ESPECTáCULOS
Un tributo a la princesa triste
Esta semana, Europa Europa dedicará sus noches a Romy Schneider, rutilante en la pantalla pero con una vida de desgracias.
› Por Verónica Abdala
Romy Schneider (Viena, 1938-1982) se volvió mundialmente famosa tras haber interpretado en la pantalla grande a la emperatriz austríaca Sissi, en 1955. Con el estreno del primer film de la saga, Sissi –que precedió a Sissi emperatriz, de 1956, y Sissi y su destino, de 1957– la emperatriz se convirtió para muchas mujeres en un símbolo posible de la rebeldía frente a los convencionalismos. Y Schneider –hija de dos populares actores de la década del ‘20, Wolf Schneider y Magda Albach Retty–, pasó abruptamente de ser una chica igual a tantas a integrar el firmamento de las llamadas estrellas de cine. Esa figura estelar es el centro del homenaje que la señal Europa Europa emitirá esta semana, desde hoy y hasta el viernes a las 22 (ver aparte).
Tras el rodaje de la saga de Sissi, todo hacía pensar que Schneider tenía el futuro asegurado: era joven (en 1955 no había cumplido aún los veinte años), dueña de una belleza inusual, y poseía el histrionismo necesario para descollar entre las figuras de la época. Pero las cosas rara vez ocurren del modo esperado.
A lo largo de su carrera filmó otras sesenta películas (fue dirigida por Luchino Visconti, en Bocaccio 70 y Ludwig, Orson Welles en El proceso, Otto Preminger y Costa Gavras, entre otros grandes), aunque con ninguna consiguió equiparar el impacto de la serie dedicada a la emperatriz. Aquella experiencia inicial parecía haberla congelado en la memoria colectiva en el rol de la princesa. Antes de eso había interpretado personajes secundarios en películas como Cuando florezcan las lilas blancas, de 1953 o La juventud de una reina, rodada un año más tarde, en las que compartía cartel con su madre, Magda.

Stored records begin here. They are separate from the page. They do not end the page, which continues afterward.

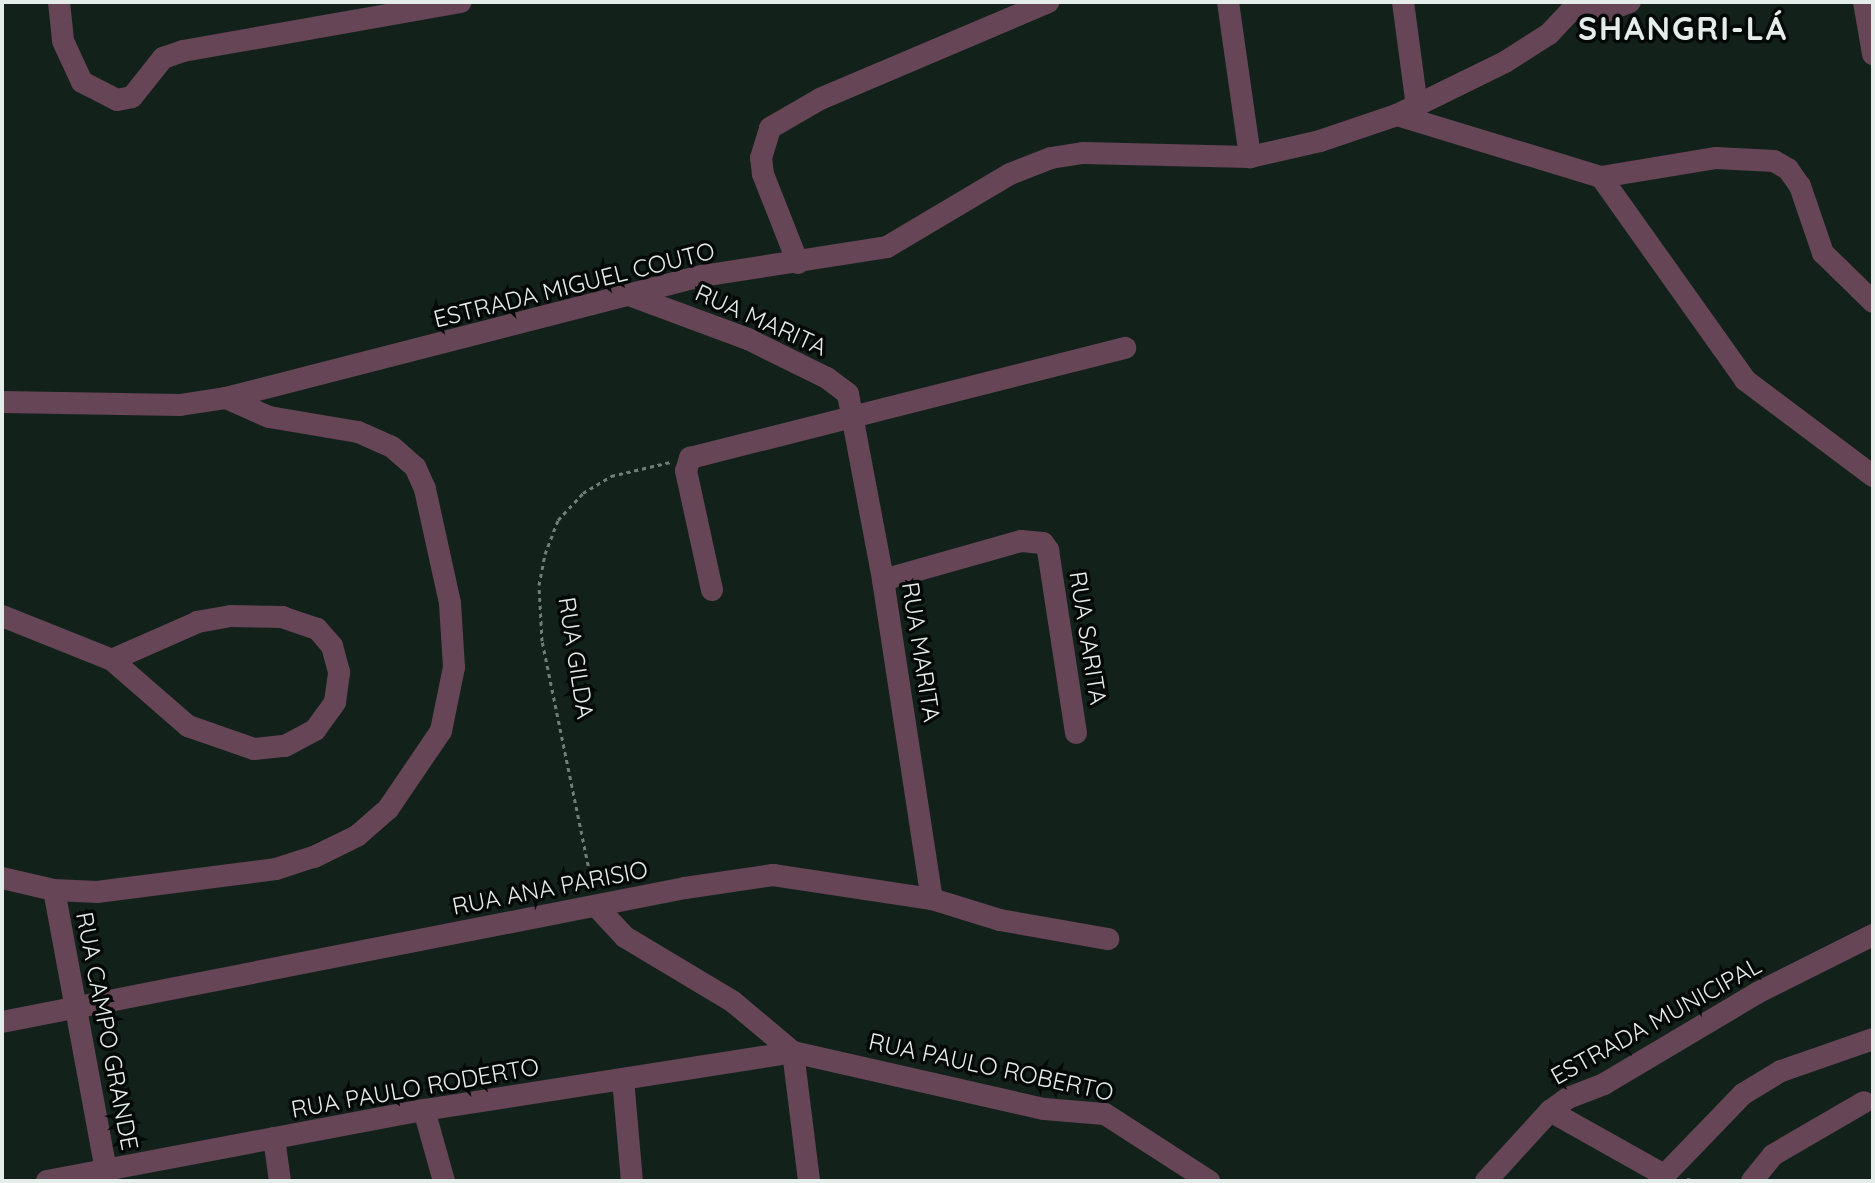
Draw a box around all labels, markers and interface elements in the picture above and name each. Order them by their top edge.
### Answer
district label: SHANGRI-LÁ [1578,9,1788,47]
street label: ESTRADA MIGUEL COUTO [431,236,717,334]
street label: RUA MARITA [691,278,831,362]
street label: RUA SARITA [1063,569,1113,707]
street label: RUA MARITA [896,580,946,724]
street label: RUA GILDA [552,595,600,721]
street label: RUA ANA PARISIO [450,855,650,921]
street label: RUA CAMPO GRANDE [70,910,144,1152]
street label: ESTRADA MUNICIPAL [1546,951,1766,1091]
street label: RUA PAULO ROBERTO [866,1027,1116,1107]
street label: RUA PAULO RODERTO [289,1052,541,1124]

En rigor, entre sus veinte y sus 44 años, Schneider pasó el resto de su corta vida intentando mantener primero, y luego añorando, un éxito que, con la misma celeridad con que había irrumpido en su vida, se le había escurrido de las manos. Por lo demás, tuvo una existencia triste y solitaria: al margen del éxito, su vida parecía reducida a una sucesión de desdichas y amores provisorios.
Su segundo marido, Harry Meyen (su primera pareja había sido Alain Delon, el tercero fue Daniel Biasini), se suicidó en Hamburgo en 1979. En 1981, a ella le detectaron cáncer de riñón. Y ese mismo año, David, su hijo mayor, murió en un accidente absurdo, al caer sobre una verja, en casa de los padres de Biasini. El alcohol y las drogas se convirtieron entonces en su más estrecha compañía. Su muerte se produjo once meses más tarde, en junio de 1982, y estuvo rodeada de misterio, al punto que todavía hoy se desconocen las causas precisas de su deceso. El informe médico sostuvo entonces que la actriz había muerto a consecuencia de un ataque al corazón. Sin embargo, la prensa y buena parte de sus conocidos íntimos sostenían que se había tratado de un suicidio. Ella había pedido expresamente que en la lápida de su tumba no figurara su nombre artístico, sino el verdadero: Rosemarie Albach. La fama no le había deparado la felicidad, y quizá por eso al final prefirió resguardarse en el anonimato.